Medicaid Pending Done Right: Intake Steps That Improve Approval and Collections
Why Medicaid pending becomes uncompensated care
Medicaid pending often fails for predictable reasons: missing documents, unclear ownership, missed deadlines, or families who do not understand what is required. The fix is not more billing effort later; it is a structured eligibility process from admission.
The Medicaid pending intake bundle
A required document checklist (income, assets, bank statements, ID, insurance cards, prior coverage).
A single facility owner for the case (not “everyone” and not “no one”).
A timeline with checkpoints (what must be received in 7 days, 14 days, 30 days).
A patient pay expectation plan (how and when patient pay is billed while pending).
A communication log with families and caseworkers so follow-ups are documented.
Weekly Medicaid pending review: what to discuss
New pending cases this week and what is missing.
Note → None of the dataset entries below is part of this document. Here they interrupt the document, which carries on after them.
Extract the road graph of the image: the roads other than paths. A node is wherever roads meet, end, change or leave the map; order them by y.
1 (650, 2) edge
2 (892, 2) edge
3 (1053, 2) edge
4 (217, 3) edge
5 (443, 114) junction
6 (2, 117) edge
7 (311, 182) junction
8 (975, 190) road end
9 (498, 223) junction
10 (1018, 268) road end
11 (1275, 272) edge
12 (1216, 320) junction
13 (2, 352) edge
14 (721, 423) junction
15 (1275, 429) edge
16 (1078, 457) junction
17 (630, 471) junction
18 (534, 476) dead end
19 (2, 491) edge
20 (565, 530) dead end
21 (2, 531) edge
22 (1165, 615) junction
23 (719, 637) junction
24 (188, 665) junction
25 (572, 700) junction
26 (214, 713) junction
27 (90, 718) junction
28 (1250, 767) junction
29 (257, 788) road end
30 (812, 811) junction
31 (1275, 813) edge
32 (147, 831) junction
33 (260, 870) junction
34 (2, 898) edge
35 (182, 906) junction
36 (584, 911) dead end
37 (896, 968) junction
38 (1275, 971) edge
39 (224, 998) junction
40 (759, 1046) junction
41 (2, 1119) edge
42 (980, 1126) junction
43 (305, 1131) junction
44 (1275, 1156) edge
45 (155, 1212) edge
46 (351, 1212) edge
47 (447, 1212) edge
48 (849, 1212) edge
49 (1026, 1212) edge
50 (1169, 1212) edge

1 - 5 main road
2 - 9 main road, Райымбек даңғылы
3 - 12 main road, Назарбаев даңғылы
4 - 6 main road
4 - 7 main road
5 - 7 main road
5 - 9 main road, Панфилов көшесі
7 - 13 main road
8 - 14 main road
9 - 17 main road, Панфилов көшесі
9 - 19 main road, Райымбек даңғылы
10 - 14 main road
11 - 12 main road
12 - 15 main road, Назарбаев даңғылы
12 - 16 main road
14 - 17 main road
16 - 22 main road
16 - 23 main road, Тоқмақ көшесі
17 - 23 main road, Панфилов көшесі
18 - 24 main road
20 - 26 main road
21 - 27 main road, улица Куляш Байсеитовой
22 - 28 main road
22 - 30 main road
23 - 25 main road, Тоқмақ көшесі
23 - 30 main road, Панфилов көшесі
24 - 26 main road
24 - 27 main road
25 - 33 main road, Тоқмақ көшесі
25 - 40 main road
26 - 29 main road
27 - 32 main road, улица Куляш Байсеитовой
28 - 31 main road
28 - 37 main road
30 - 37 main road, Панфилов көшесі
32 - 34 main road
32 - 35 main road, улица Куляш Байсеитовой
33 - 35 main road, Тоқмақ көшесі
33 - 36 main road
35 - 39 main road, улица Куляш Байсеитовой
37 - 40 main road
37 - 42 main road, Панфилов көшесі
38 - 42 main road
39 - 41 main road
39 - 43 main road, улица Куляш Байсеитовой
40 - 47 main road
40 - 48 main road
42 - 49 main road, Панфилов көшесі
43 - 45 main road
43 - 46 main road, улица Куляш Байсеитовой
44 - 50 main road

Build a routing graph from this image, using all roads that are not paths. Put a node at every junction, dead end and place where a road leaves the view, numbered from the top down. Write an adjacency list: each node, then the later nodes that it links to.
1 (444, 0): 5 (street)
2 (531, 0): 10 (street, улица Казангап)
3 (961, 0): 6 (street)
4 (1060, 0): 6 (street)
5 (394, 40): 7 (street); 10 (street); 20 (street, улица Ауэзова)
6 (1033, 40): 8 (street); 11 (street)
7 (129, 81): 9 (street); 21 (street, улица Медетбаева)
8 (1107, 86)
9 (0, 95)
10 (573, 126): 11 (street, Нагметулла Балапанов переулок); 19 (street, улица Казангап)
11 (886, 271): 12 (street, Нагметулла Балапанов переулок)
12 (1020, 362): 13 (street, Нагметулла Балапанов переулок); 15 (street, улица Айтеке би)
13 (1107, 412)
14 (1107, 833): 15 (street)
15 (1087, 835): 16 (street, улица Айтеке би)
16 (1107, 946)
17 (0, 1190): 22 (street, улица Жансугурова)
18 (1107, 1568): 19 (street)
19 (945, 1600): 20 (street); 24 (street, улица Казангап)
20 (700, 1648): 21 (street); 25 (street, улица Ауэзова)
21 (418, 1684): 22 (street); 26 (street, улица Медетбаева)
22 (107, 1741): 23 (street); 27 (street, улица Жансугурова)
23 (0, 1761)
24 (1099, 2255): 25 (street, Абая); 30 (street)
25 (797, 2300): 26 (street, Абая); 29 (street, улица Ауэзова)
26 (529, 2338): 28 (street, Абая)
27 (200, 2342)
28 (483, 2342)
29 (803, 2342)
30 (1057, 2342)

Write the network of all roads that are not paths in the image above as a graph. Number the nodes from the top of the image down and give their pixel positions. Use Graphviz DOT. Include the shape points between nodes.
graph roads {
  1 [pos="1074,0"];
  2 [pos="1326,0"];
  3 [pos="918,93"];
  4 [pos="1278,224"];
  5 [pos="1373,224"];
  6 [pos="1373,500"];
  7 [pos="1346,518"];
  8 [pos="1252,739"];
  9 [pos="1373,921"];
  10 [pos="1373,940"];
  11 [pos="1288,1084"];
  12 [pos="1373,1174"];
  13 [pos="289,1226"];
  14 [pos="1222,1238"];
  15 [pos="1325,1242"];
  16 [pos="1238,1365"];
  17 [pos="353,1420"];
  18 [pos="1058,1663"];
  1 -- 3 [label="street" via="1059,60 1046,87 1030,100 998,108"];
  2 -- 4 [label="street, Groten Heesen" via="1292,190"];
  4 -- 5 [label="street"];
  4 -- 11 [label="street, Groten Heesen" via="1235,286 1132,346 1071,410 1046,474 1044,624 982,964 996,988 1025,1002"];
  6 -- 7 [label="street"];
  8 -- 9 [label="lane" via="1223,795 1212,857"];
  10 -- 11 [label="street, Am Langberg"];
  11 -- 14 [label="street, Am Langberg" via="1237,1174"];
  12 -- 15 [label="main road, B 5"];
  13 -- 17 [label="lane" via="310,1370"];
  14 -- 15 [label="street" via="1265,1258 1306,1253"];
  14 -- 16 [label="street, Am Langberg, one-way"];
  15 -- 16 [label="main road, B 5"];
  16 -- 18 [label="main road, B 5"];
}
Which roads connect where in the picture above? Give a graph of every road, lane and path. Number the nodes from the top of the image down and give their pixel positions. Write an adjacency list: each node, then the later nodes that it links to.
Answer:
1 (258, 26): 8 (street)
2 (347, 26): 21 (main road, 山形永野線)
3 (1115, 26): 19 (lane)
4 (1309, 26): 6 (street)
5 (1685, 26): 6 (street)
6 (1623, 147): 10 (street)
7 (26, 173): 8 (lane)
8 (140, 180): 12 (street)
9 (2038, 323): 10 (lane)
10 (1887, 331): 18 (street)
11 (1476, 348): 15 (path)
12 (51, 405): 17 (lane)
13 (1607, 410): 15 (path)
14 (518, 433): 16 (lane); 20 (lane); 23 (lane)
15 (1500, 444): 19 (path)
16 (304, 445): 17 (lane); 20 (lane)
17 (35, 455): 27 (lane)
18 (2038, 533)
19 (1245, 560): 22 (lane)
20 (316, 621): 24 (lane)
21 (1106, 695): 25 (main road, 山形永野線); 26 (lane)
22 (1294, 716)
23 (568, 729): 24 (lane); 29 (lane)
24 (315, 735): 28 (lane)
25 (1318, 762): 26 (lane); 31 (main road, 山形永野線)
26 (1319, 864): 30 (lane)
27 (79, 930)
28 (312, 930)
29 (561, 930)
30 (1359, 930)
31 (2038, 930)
Cases older than 30 days and the exact blocker.
Patient pay amounts posted and billed consistently.
Risk flags (non-cooperative POA, incomplete bank history, asset transfers).
Decision: keep, escalate, or restructure the plan for collection.
How to reduce time-to-approval without burning out staff
Standardize the checklist, automate reminders where possible, and make the weekly review short and disciplined. The goal is to keep cases moving and identify non-convertible risk early.